Step one – don’t panic!
It can be easy to feel as if your world has come crashing down, especially if the news is unexpected but there is no need to start making calls the second you get the bad news. It is not dealt with on a first come first served basis, so take a deep breath and consider your options.
It is advisable to accept the offer you have been given to retain the place and keep your child in the system while you decide what you want to do.
The most direct option is to make an appeal to the local authority. Anyone is entitled to do this but it is important to bear in mind that less than 15% are successful. This is because you can only win if the school has not followed the process properly or if you have special circumstances.
Consider the allocated school
Don’t automatically discount the school place you have been given. Go and take a look around, talk to other parents and try to approach it with an open mind. It may not be what you had pictured but that doesn’t mean your child couldn’t settle and do well there.
Look at under-subscribed schools
There may be schools near you that still have places open. Your local authority will be able to tell you which these are. Don’t assume they are bad if they under-subscribed. They may just be in a less populous area, have a slow catchment year or be less well known.
Join the waiting lists
The next step for a chance of getting into your chosen schools is to put your child on the waiting list. These will open once all the offers have been either accepted or rejected.

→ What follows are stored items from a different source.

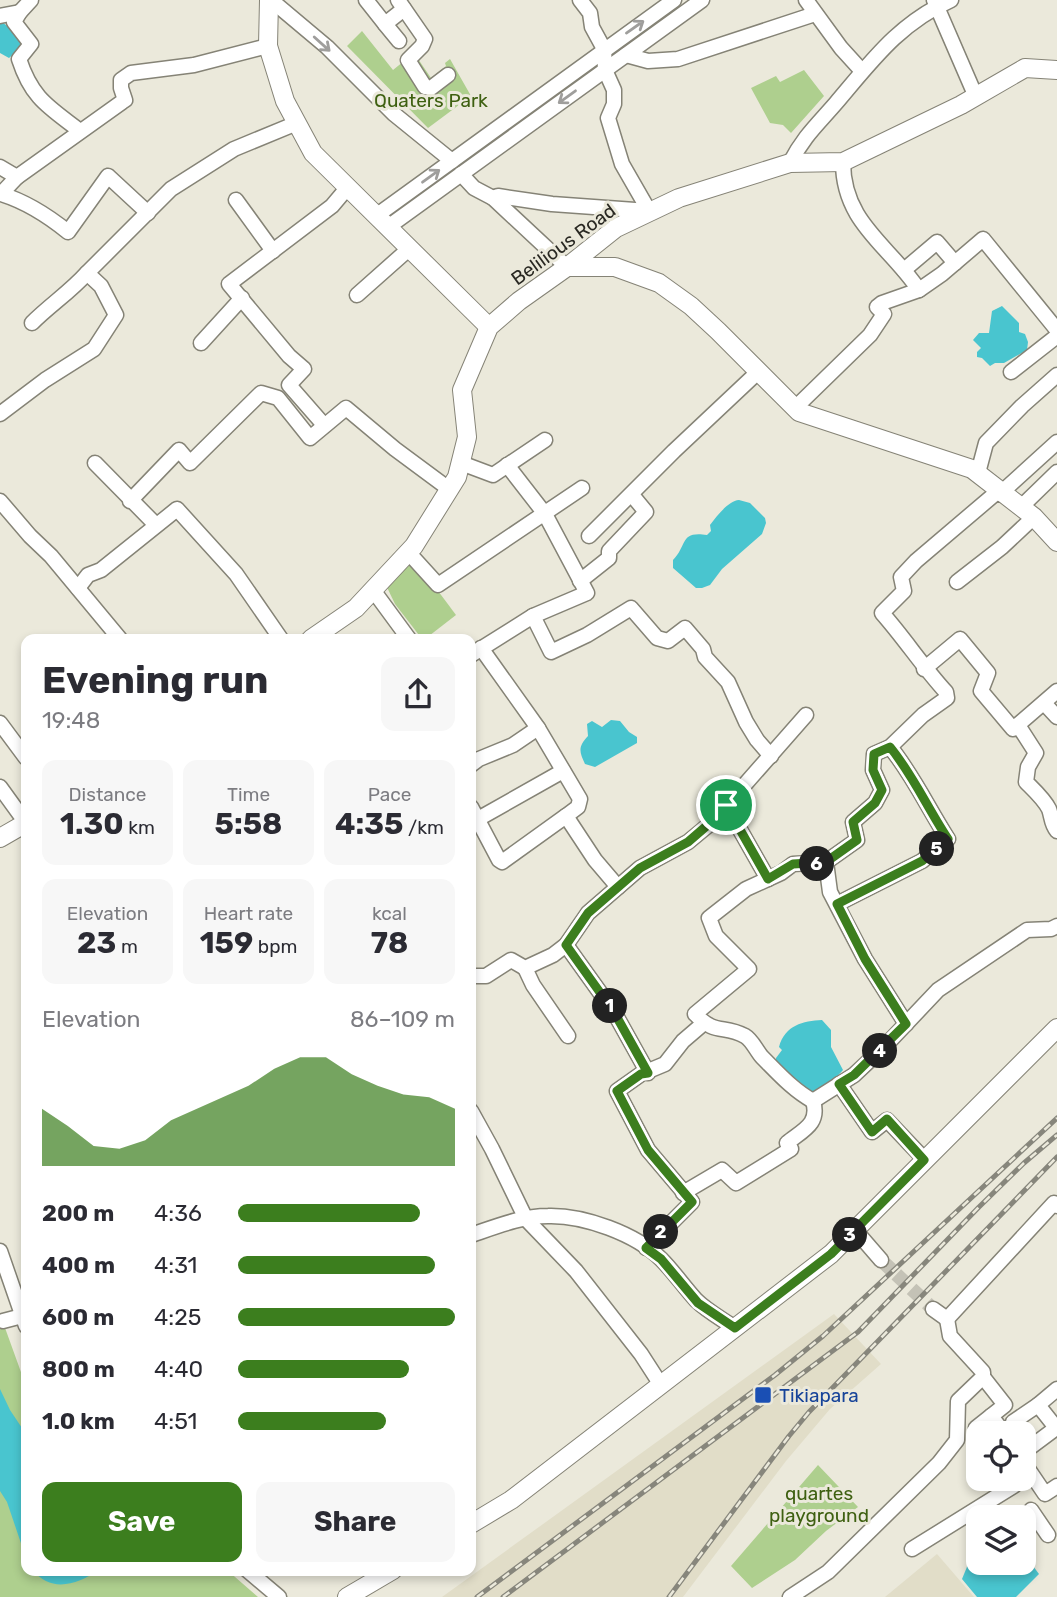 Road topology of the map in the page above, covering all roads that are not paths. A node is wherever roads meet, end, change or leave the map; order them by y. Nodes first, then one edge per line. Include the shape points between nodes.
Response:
1 (32, 0) edge
2 (270, 0) edge
3 (366, 0) edge
4 (580, 0) edge
5 (674, 0) edge
6 (702, 0) edge
7 (806, 0) edge
8 (951, 0) edge
9 (935, 3) edge
10 (401, 5) edge
11 (20, 12) junction
12 (815, 14) junction
13 (0, 16) edge
14 (385, 24) junction
15 (399, 41) dead end
16 (268, 47) junction
17 (604, 50) junction
18 (626, 55) junction
19 (605, 70) junction
20 (861, 70) junction
21 (1057, 70) edge
22 (449, 75) dead end
23 (976, 97) junction
24 (297, 123) junction
25 (80, 131) junction
26 (452, 161) junction
27 (843, 162) junction
28 (790, 163) junction
29 (0, 167) edge
30 (461, 174) junction
31 (17, 177) junction
32 (348, 187) junction
33 (1, 194) edge
34 (493, 198) junction
35 (236, 200) dead end
36 (649, 211) junction
37 (148, 213) junction
38 (382, 221) junction
39 (410, 248) junction
40 (273, 251) junction
41 (955, 263) junction
42 (567, 267) junction
43 (904, 270) junction
44 (87, 274) junction
45 (919, 290) junction
46 (357, 295) dead end
47 (242, 298) junction
48 (32, 323) dead end
49 (489, 327) junction
50 (1057, 330) edge
51 (1057, 336) edge
52 (201, 343) dead end
53 (759, 371) junction
54 (1011, 372) dead end
55 (1057, 375) edge
56 (795, 408) junction
57 (0, 414) edge
58 (324, 425) junction
59 (545, 440) dead end
60 (1057, 442) edge
61 (95, 463) dead end
62 (460, 463) junction
63 (507, 466) junction
64 (1057, 472) edge
65 (978, 473) junction
66 (582, 488) dead end
67 (449, 489) junction
68 (1004, 494) junction
69 (632, 495) junction
70 (0, 500) edge
71 (130, 501) junction
72 (1027, 512) junction
73 (545, 514) junction
74 (156, 526) junction
75 (589, 536) dead end
76 (1057, 542) edge
77 (408, 552) junction
78 (580, 581) junction
79 (957, 582) dead end
80 (78, 588) junction
81 (373, 590) junction
82 (533, 616) junction
83 (116, 634) edge
84 (278, 634) edge
85 (318, 634) edge
86 (405, 634) edge
87 (476, 652) edge
88 (924, 669) junction
89 (1057, 691) edge
90 (1044, 703) junction
91 (806, 715) dead end
92 (1057, 717) edge
93 (0, 723) edge
94 (1018, 725) junction
95 (538, 728) junction
96 (890, 747) junction
97 (21, 751) edge
98 (771, 756) junction
99 (476, 762) edge
100 (563, 771) junction
101 (0, 787) edge
102 (726, 805) junction
103 (476, 812) edge
104 (21, 816) edge
105 (566, 816) junction
106 (476, 817) edge
107 (21, 826) edge
108 (1057, 831) edge
109 (0, 838) edge
110 (826, 862) junction
111 (768, 879) junction
112 (618, 887) junction
113 (837, 904) junction
114 (1057, 926) edge
115 (566, 945) junction
116 (525, 968) junction
117 (476, 976) edge
118 (704, 1023) junction
119 (906, 1024) junction
120 (1057, 1028) edge
121 (568, 1036) dead end
122 (648, 1073) junction
123 (839, 1084) junction
124 (813, 1101) junction
125 (476, 1120) edge
126 (924, 1160) junction
127 (683, 1193) junction
128 (1056, 1203) edge
129 (526, 1219) junction
130 (855, 1230) junction
131 (476, 1234) edge
132 (646, 1248) junction
133 (0, 1251) edge
134 (881, 1260) tunnel mouth
135 (21, 1308) edge
136 (933, 1309) tunnel mouth
137 (21, 1319) edge
138 (947, 1319) junction
139 (3, 1321) dead end
140 (735, 1328) junction
141 (983, 1377) junction
142 (661, 1385) junction
143 (1057, 1389) edge
144 (1038, 1405) junction
145 (957, 1412) junction
146 (992, 1416) junction
147 (967, 1421) edge
148 (988, 1421) edge
149 (996, 1421) edge
150 (1014, 1421) edge
151 (1056, 1429) edge
152 (1036, 1437) edge
153 (1036, 1480) edge
154 (1057, 1486) edge
155 (1005, 1491) edge
156 (1036, 1517) edge
157 (476, 1521) edge
158 (1049, 1535) edge
159 (912, 1549) dead end
160 (254, 1576) edge
161 (383, 1576) edge
162 (279, 1597) edge
163 (347, 1597) edge
164 (790, 1597) edge

1 - 11 street
2 - 16 main road
2 -> 26 street
3 - 14 street
4 - 17 street
17 -> 5 street
6 - 18 street
7 - 12 street
8 - 9 street
9 - 20 street
9 - 23 street
10 - 14 street
10 - 22 street via 425,39 408,60 425,87 431,88
11 - 13 street
11 - 25 street via 14,22 31,44 19,59 27,83
12 - 18 street via 678,59 648,61
12 - 20 street
14 - 15 street
16 - 24 main road
16 - 25 street via 194,65 131,73 121,80 125,100
17 - 19 street
17 - 26 street
18 - 19 street
19 -> 30 street
19 - 36 street via 614,90 608,118 622,164
20 - 28 street via 802,140
21 - 23 main road, Belilious Road via 1025,68
23 - 27 main road, Belilious Road
24 - 32 main road via 313,153
24 - 37 street via 234,149 171,189
25 - 31 street
38 -> 26 street
27 - 28 main road, Belilious Road
27 - 43 street via 849,202 869,233
28 - 36 main road, Belilious Road
29 - 31 street
30 - 34 street
30 - 38 street
31 - 33 street
32 - 38 main road
32 - 40 street via 332,206
33 - 37 street via 48,215 68,232 108,176
34 - 36 street
34 - 42 street
35 - 40 street
36 - 42 main road, Belilious Road via 616,228
37 - 44 street
38 - 39 main road
39 - 46 street
39 - 49 main road
40 - 47 street via 229,284
41 - 43 street via 937,242
41 - 45 street
41 - 50 street via 983,239
42 - 49 main road, Belilious Road
42 - 53 main road via 615,267 659,284 691,306
43 - 45 street
44 - 48 street
44 - 57 street via 101,286 116,316 94,349
45 - 56 street via 877,307 884,314 870,335
47 - 52 street
47 - 58 street via 304,369 289,385
49 - 62 main road, Belilious Road via 462,390 467,437
51 - 54 street
53 - 56 main road
53 - 69 street
55 - 65 street via 986,443
56 - 65 main road
58 - 67 street via 346,408
58 - 71 street via 310,438 278,398 261,393 190,463 178,450
59 - 63 street
60 - 68 street
61 - 71 street
62 - 63 street via 493,475
62 - 67 main road, Belilious Road
63 - 73 street
64 - 72 street
65 - 68 main road
66 - 73 street
67 - 77 main road, Belilious Road
68 - 72 main road
68 - 88 street via 996,493 916,561 901,578 904,591 882,614
69 - 75 street
69 - 78 street via 646,512 609,551 609,558
70 - 80 street
71 - 74 street
72 - 76 main road
72 - 79 street via 1002,547
73 - 77 street via 438,585
73 - 78 street
74 - 80 street via 101,570 88,575
74 - 84 street via 177,509 236,574
77 - 81 main road, Belilious Road
78 - 82 street via 587,593
80 - 83 street
81 - 85 main road, Belilious Road
81 - 86 street
82 - 87 street
82 - 98 street via 551,652 631,608 656,638 668,641 685,628 728,682 746,722
87 - 95 street
88 - 94 street via 960,639 988,673 981,691 1013,729
88 - 96 street via 947,698
89 - 90 street
90 - 92 street
90 - 94 street
91 - 98 street
93 - 97 street
94 - 108 street via 1036,753 1026,782 1049,810
95 - 99 street
95 - 100 street
96 - 110 street via 874,754 873,770 882,790 875,803 853,822 857,840
96 - 113 street via 948,839 922,861
98 - 102 street
100 - 103 street
100 - 105 street via 580,799 578,807
101 - 104 street
102 - 111 street
102 - 112 street via 688,842 640,868
105 - 106 street via 502,862
105 - 112 street
107 - 109 main road
110 - 111 street via 793,864
110 - 113 street via 830,892
111 - 118 street via 746,889 709,918 716,936 749,968 695,1014
112 - 115 street via 588,913
113 - 119 street
114 - 119 street via 1027,930 931,995
115 - 116 street
115 - 122 street via 614,1012
116 - 117 street via 511,960 486,976
116 - 121 street
118 - 122 street via 665,1064
118 - 124 street via 748,1037 796,1091
119 - 123 street
120 - 126 main road
122 - 127 street via 617,1091 648,1150
123 - 124 street
123 - 126 street via 872,1132 887,1119
124 - 127 street via 813,1122 787,1143 791,1149 736,1183 722,1170
125 - 129 street
126 - 130 main road
127 - 132 street via 692,1202
128 - 138 street
129 - 131 street
129 - 132 street via 549,1216 584,1221 615,1230
129 - 142 street via 576,1271
130 - 134 street
130 - 140 main road
132 - 140 street via 698,1303
133 - 135 street
136 - 138 street
137 - 139 street
138 - 141 street via 950,1336
140 - 142 main road
141 - 145 street via 958,1401
141 - 146 street via 1005,1405
142 - 157 main road via 511,1500
143 - 144 street
144 - 150 street
144 - 151 street
145 - 147 street
145 - 164 street via 957,1440 939,1463 828,1572
146 - 148 street
146 - 149 street
151 - 152 street
153 - 154 street via 1045,1494
155 - 159 street
156 - 158 street
160 - 162 street
161 - 163 main road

The waiting lists follow the same criteria as the original applications so you can still move down the list if someone more eligible joins it.
Delay school start
Your child does not legally need to be in full time education until the term after they turn 5. So as J’s birthday is in March, this would mean he doesn’t need to actually start school until the Summer term next year. This gives you extra time for a place to open up on a waiting list. However, this may mean you lose your place at the school you have been allocated by not attending.
Access free funding
All 3 and 4 year old are entitled to 15 hours funded hours a week and many will be entitled to 30 hours from September 2017. Your 4 year old is entitled to this whether they are due to start school or not. So, feasibly, you could use it to continue in their current nursery or preschool setting until they turn 5 and hope a place opens up
Homeschooling is not for everyone but you may want to consider it, even temporarily, if you do not think your child will function well at the available schools. There are many different styles of learning and a lot of support out there.
Whatever you decide to do, remember it can have a happy ending and although it seems like a big black hole now, you will find something that works for your family.